Mi rol de gestora cultural también tiene su historia, como trabajadora social, profesionalmente trabajé más de treinta años en el Inau, y siempre tuve una gestión con los niños y niñas que pasaba por ese aspecto, desde promoción de bibliotecas, talleres de lectura y escritura, narraciones orales hasta publicaciones periódicas, entre otros.

La presidencia de la Casa de los Escritores fue una sorpresa inesperada para mí, pero me hice cargo con el entusiasmo y la responsabilidad que me habían delegado. Fue una etapa de inicio institucional nada fácil, donde muchos no se animaron a continuar y pocos los que se sumaron a un emprendimiento que los sacaba de su elevado papel del escritor solitario. Sin embargo, con el apoyo de algunos pudimos levantar una casa con paredes y techo donde albergar actividades para aquellos que no siempre tienen donde cobijarse, y que hoy continúa.

En cuanto a Ático Ediciones, vivo esta tarea de editora como una asignatura que pude exonerar después de jubilarme de mi trabajo como asistente social. Era un punto pendiente en mi vida, un deseo que tenía que cumplir y lo logré, ya casi con cuarenta títulos y con un premio Morosoli a mi esfuerzo, que mucho agradezco.

Es un espacio abierto a poetas que me vincula con una actividad que me acompaña a lo largo de mi vida y que pretende también acompañar, o por lo menos, dar un lugar a quienes no les es fácil encontrarlo. 

¿Costó mucho organizar la imprescindible compilación de la poesía de Rolando Faget que acaba de editarse?

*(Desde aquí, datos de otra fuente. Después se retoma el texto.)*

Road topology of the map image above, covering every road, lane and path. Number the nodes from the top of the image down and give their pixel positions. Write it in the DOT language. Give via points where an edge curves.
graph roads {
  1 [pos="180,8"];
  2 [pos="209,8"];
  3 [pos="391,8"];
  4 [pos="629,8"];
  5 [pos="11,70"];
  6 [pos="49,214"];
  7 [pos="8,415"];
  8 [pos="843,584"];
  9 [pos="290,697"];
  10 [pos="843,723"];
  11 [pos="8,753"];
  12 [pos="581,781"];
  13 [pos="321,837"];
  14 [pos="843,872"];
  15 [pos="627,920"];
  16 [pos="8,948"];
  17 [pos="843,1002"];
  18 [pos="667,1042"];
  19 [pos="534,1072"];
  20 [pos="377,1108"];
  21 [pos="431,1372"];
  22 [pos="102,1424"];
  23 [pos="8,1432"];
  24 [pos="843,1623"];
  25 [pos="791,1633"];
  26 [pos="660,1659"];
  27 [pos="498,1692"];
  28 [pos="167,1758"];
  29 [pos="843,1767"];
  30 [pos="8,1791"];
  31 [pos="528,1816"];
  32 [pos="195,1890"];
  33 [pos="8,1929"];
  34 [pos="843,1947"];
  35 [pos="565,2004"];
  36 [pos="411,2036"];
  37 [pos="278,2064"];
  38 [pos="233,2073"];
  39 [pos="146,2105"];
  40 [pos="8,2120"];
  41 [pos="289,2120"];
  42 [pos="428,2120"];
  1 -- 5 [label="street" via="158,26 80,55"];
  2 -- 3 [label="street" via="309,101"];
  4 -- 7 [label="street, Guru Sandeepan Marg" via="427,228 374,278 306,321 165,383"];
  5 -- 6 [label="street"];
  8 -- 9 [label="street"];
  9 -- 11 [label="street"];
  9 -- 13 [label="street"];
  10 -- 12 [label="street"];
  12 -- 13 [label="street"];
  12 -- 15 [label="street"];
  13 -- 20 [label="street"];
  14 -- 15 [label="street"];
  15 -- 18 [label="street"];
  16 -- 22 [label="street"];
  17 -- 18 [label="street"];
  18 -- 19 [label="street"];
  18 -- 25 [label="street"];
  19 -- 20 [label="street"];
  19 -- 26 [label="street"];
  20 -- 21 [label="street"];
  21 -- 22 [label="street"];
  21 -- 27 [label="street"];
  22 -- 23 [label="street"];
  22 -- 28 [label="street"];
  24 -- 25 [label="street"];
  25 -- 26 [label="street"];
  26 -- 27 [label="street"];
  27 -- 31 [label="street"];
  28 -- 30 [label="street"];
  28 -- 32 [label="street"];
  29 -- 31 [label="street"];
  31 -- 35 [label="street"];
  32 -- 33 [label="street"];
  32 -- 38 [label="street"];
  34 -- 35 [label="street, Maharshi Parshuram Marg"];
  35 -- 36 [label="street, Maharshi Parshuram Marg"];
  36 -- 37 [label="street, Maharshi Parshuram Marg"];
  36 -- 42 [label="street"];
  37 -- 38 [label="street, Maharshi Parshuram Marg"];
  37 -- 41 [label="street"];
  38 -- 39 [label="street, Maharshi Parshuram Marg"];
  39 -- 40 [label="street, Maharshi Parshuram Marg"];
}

La selección de poemas en el libro-homenaje a Rolando Faget “Nadie dude el lucero”, fue una de las satisfacciones de mi actividad como editora. Héctor Rosales, el poeta que reside en Barcelona, fue el encargado de hacer la antología. El ya había editado una parte de este libro en forma virtual pero quedaba una deuda con el poeta-editor Faget: llevar al papel esta compilación y constituirla en un homenaje. Mi editorial se ofreció a publicarla, pero una pequeña editorial independiente como Ático no tiene recursos ni capital como para solventar tamaña tarea, por lo cual decidí solicitar a la Casa de los Escritores la posibilidad de hacerlo con su patrocinio. La Casa recibe, desde su constitución, el apoyo económico del Programa Fortalecimiento de las Artes de la Intendencia Municipal de Montevideo, y a través de este, su directiva accedió fraternalmente a hacerse cargo de la edición. Esta será de distribución gratuita de acuerdo con el convenio establecido.

Si bien no fue fácil contar con los tiempos y la dedicación de todos los involucrados para que la publicación saliera en toda su excelencia, el libro nació digno y entero para formar parte de lo que llamamos el rescate de los olvidados. Ahora nos cabe a todos los que estimamos y valoramos al “vate barbado”, al decir de Rosales, darlo a conocer y difundirlo en las bibliotecas. Rolando Faget lo merece.